Supplied information →
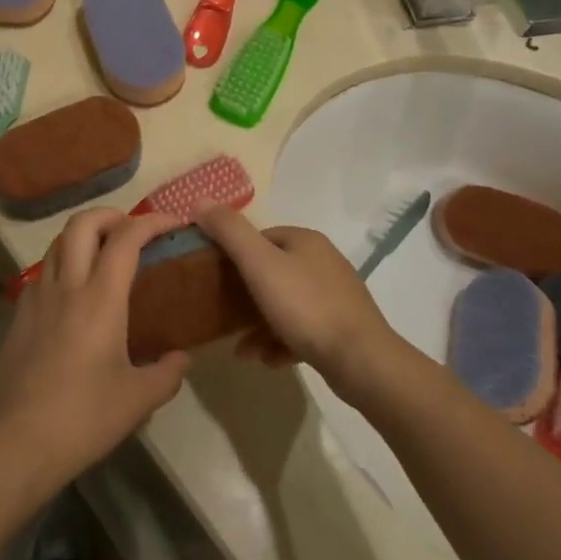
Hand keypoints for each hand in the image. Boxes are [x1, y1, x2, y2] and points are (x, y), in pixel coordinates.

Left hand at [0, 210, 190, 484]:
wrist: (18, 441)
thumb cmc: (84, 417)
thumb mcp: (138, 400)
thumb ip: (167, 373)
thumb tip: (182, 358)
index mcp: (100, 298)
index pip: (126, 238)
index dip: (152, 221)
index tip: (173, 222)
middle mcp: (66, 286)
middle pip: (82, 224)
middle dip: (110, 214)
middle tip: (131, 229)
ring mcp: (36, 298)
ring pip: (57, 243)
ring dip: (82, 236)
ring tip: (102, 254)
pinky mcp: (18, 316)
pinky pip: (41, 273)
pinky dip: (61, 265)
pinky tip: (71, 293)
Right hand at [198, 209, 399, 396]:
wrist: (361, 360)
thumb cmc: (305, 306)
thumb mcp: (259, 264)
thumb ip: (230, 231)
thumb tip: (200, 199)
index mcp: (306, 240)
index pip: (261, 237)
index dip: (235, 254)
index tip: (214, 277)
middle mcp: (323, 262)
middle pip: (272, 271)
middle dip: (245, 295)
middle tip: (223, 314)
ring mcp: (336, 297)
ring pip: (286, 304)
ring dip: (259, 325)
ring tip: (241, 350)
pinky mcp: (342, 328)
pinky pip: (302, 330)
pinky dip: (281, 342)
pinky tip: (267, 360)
...
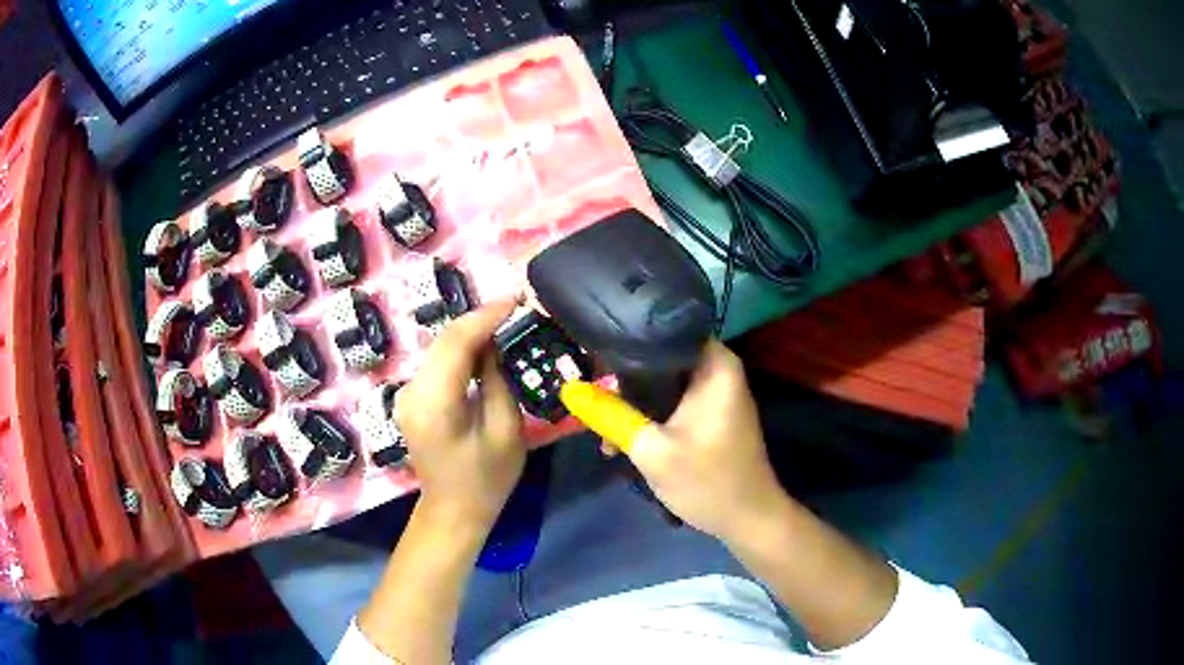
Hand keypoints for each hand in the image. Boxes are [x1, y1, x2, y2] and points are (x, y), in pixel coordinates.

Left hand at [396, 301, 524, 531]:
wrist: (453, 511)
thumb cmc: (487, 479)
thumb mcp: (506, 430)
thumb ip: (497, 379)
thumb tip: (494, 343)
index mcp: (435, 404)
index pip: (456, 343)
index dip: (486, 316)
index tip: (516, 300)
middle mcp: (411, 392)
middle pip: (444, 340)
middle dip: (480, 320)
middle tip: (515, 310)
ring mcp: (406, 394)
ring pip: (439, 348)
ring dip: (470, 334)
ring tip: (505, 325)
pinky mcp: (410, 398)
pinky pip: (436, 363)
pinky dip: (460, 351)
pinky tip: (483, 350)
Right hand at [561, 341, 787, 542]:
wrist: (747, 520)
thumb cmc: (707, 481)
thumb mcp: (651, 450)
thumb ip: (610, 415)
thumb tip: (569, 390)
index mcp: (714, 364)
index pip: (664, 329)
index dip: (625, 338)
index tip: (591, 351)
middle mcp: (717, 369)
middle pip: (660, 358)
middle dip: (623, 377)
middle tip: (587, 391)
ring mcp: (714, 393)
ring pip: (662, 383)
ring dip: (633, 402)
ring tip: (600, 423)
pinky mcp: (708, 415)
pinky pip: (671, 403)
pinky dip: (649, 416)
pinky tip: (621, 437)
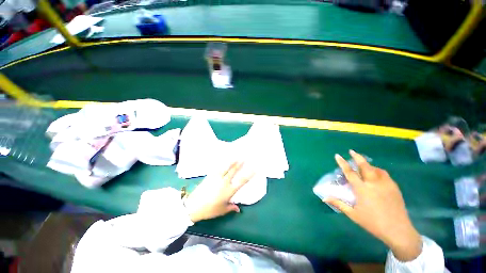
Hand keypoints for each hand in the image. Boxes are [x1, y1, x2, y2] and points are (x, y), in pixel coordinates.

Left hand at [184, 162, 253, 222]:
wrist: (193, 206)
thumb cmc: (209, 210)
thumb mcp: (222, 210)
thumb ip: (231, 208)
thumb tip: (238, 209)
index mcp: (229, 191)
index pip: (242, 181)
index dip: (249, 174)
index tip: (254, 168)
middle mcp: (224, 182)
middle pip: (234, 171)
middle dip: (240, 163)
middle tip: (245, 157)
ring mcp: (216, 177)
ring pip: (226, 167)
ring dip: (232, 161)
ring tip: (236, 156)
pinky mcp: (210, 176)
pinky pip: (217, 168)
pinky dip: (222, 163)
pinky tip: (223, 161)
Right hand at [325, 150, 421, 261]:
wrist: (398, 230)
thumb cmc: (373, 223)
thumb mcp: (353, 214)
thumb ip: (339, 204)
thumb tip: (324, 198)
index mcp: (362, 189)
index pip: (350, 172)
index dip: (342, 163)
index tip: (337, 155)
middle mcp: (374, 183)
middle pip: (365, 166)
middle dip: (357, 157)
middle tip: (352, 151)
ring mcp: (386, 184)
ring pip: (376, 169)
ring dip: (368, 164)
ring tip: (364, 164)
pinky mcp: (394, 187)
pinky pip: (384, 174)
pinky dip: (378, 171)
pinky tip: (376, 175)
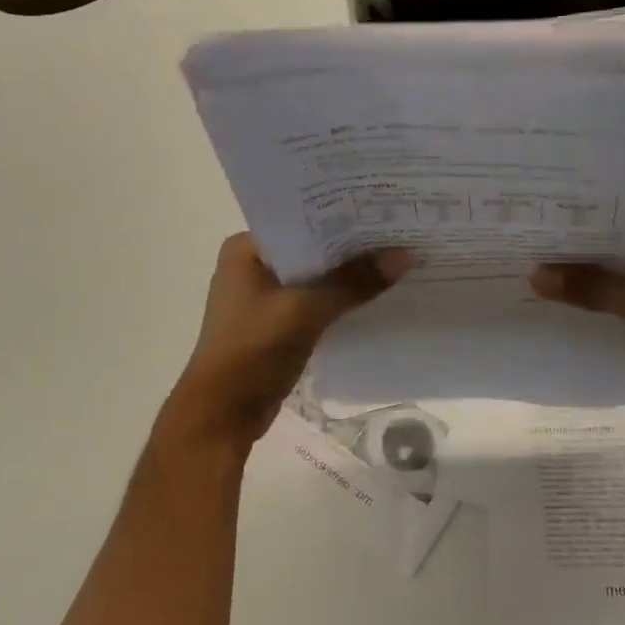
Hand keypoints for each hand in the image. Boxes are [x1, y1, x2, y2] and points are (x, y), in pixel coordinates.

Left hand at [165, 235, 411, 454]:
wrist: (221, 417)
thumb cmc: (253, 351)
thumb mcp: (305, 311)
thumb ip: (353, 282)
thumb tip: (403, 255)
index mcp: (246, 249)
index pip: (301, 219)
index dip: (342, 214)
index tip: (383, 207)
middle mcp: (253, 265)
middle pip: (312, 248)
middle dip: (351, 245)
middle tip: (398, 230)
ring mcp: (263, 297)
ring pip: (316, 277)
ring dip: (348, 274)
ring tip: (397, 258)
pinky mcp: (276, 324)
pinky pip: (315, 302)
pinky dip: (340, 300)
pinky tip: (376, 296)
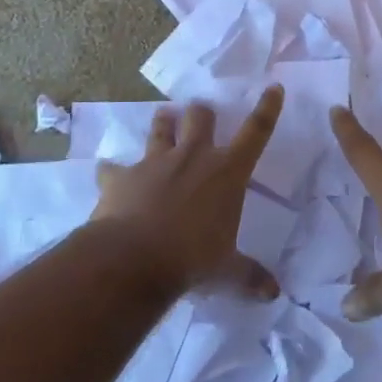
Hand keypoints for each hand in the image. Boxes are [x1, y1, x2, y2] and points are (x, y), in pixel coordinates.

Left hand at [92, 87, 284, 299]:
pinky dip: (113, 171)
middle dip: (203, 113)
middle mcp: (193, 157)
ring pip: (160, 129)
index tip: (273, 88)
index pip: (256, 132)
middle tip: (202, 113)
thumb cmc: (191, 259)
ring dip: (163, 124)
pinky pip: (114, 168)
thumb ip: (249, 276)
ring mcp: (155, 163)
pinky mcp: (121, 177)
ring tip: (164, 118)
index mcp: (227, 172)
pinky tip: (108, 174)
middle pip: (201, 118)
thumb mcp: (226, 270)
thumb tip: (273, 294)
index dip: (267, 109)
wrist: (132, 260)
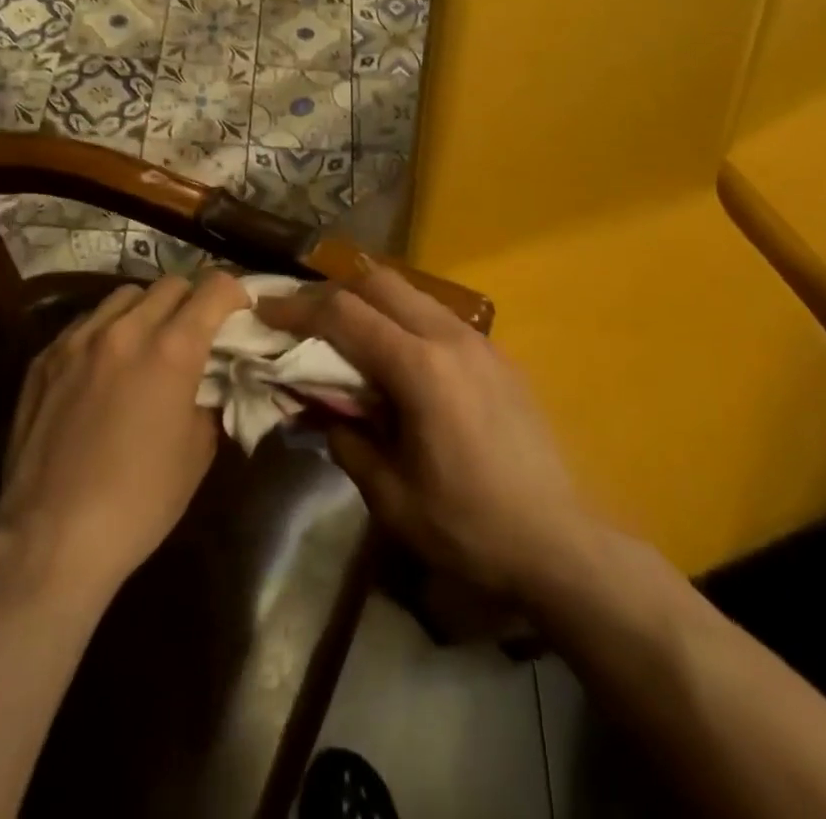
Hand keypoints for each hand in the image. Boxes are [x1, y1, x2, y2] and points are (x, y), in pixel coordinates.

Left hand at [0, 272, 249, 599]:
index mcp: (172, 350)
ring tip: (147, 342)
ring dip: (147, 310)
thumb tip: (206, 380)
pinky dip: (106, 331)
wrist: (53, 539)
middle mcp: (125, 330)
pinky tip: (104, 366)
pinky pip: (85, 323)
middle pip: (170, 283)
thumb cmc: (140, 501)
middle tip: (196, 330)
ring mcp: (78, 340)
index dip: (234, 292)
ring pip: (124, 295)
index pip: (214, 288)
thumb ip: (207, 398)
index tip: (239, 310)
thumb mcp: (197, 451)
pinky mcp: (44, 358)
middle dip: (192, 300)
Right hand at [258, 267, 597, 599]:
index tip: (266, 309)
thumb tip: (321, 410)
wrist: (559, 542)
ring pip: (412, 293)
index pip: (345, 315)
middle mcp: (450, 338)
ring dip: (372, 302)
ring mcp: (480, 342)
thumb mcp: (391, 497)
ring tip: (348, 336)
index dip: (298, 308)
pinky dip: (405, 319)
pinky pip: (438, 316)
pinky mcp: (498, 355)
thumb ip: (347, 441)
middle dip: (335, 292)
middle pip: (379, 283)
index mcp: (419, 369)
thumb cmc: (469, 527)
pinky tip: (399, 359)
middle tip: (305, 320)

Problem to work on → All lines above containing the string "Left" are to be collected.

Result below →
Left hand at [0, 210, 190, 484]:
Left hand at [396, 301, 524, 531]:
Left hand at [184, 162, 253, 222]:
Left hand at [165, 235, 411, 454]:
Left hand at [92, 87, 284, 299]:
Left hand at [0, 272, 249, 599]:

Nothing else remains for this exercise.